Um Tribunal de Apelações em São Francisco, EUA, rejeitou o recurso da Meta* e do TikTok que visava derrubar uma decisão anterior que permitia a tramitação de mais de 3 mil processos sobre danos a crianças e adolescentes, informou a Reuters na segunda-feira (10).
Milhares de ações, movidas por instituições e indivíduos, alegam que as companhias de mídia social viciaram intencionalmente jovens, contribuindo para a deterioração da saúde mental dos jovens americanos, incluindo depressão e problemas com imagem corporal. Entre outras empresas envolvidas no caso estão o Google e a Snap Inc (responsável pelo Snapchat).

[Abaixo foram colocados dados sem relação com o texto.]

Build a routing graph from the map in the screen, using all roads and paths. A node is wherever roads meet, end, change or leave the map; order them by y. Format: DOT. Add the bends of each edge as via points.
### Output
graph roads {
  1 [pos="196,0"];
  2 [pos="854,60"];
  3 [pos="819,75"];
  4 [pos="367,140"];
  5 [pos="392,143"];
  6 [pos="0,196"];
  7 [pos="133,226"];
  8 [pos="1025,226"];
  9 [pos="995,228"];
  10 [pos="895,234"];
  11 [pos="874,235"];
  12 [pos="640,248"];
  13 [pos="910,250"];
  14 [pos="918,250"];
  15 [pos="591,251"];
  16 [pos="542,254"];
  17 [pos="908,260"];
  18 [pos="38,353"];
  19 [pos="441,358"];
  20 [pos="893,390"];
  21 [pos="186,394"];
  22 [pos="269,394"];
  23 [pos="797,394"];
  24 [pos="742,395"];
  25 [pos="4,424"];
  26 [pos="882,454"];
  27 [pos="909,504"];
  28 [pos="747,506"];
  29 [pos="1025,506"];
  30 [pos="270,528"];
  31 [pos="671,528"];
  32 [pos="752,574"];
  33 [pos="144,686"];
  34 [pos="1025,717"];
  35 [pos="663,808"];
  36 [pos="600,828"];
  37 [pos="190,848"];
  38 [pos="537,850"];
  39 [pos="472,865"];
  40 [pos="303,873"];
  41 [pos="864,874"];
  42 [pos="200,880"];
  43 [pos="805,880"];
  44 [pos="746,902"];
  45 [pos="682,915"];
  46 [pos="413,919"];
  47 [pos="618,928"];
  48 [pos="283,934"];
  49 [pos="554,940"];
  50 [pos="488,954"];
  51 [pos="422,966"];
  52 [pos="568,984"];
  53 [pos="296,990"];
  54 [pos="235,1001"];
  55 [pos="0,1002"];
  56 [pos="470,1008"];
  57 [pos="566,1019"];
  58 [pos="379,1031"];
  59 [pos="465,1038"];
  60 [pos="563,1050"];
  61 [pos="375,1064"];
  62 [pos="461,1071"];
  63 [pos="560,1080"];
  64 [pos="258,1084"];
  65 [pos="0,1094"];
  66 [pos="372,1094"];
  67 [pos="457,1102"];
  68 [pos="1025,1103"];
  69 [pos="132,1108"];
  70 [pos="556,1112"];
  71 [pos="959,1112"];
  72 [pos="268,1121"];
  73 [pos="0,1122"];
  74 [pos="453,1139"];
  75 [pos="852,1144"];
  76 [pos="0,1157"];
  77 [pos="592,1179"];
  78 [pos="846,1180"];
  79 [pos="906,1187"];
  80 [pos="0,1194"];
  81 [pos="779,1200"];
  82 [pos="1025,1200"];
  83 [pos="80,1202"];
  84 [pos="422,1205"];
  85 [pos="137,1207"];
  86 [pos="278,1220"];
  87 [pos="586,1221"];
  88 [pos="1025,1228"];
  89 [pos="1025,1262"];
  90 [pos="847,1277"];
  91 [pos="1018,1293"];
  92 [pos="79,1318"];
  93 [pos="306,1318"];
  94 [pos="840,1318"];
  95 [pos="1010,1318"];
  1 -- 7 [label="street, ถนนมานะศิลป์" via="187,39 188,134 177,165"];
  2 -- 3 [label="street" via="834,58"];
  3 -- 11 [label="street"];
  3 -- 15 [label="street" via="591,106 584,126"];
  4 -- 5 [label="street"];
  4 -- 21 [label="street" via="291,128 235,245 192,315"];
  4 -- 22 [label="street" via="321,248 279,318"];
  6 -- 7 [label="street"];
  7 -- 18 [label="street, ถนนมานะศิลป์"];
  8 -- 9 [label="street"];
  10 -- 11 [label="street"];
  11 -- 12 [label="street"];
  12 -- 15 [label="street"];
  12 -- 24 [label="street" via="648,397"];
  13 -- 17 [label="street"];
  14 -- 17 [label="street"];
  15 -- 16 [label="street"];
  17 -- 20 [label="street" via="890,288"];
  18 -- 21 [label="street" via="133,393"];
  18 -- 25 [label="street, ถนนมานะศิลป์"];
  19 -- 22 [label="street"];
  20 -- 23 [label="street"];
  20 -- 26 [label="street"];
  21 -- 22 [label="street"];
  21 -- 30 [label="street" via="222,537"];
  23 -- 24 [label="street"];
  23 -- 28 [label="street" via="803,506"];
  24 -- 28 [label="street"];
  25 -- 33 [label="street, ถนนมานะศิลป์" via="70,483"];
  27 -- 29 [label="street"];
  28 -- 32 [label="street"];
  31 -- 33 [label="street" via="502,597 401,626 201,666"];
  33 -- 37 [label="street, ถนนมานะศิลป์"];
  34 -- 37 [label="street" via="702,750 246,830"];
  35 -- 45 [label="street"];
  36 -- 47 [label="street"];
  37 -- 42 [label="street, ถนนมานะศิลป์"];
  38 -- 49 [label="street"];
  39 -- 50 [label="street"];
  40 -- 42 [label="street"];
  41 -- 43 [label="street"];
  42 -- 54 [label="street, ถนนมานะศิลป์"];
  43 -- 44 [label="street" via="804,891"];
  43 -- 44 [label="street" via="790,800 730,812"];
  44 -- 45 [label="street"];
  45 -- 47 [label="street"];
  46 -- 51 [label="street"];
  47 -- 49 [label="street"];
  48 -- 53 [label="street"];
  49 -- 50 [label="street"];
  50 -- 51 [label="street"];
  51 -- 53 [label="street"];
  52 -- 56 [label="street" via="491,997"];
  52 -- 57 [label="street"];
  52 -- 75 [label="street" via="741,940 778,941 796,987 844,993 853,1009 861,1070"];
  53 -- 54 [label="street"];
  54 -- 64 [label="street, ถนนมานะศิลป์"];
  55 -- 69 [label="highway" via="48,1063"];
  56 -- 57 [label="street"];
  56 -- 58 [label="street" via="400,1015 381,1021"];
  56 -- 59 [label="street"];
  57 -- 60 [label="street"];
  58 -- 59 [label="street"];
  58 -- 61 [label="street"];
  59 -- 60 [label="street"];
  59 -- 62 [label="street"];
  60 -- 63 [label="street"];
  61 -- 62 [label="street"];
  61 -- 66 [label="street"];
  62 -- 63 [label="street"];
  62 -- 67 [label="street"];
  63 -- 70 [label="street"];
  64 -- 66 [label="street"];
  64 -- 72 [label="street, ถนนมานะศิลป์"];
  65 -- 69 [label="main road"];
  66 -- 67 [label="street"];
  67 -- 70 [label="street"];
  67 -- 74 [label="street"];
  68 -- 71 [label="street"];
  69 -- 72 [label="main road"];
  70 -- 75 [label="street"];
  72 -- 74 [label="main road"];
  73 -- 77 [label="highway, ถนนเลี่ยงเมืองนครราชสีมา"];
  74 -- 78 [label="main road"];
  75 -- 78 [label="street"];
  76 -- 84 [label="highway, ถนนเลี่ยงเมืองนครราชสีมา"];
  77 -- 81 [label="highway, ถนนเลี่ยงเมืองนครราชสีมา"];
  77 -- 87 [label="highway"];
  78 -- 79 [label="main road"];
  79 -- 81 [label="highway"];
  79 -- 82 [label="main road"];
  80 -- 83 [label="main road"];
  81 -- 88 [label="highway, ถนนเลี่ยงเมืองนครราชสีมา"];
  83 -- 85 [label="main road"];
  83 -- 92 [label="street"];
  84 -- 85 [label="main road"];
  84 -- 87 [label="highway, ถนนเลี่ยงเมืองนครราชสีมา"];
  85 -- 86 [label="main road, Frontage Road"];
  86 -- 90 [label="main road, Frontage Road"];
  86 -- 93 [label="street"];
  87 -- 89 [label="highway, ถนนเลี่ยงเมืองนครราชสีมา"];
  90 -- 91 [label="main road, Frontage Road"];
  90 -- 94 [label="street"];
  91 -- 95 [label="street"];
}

As empresas argumentavam que a Seção 230 da Lei de Decência nas Comunicações de 1996 as protegeria de ações sobre conteúdo gerado por usuários. No entanto, o tribunal definiu que a norma oferece defesa contra responsabilização, e não imunidade.
O caso ocorre dias após a Meta ser condenada a pagar US$ 567 milhões no Novo México por criar "incômodo público" e "prejudicar menores" por meio de suas plataformas.
*Classificada na Rússia como uma organização extremista, cujas redes sociais são proibidas em seu território.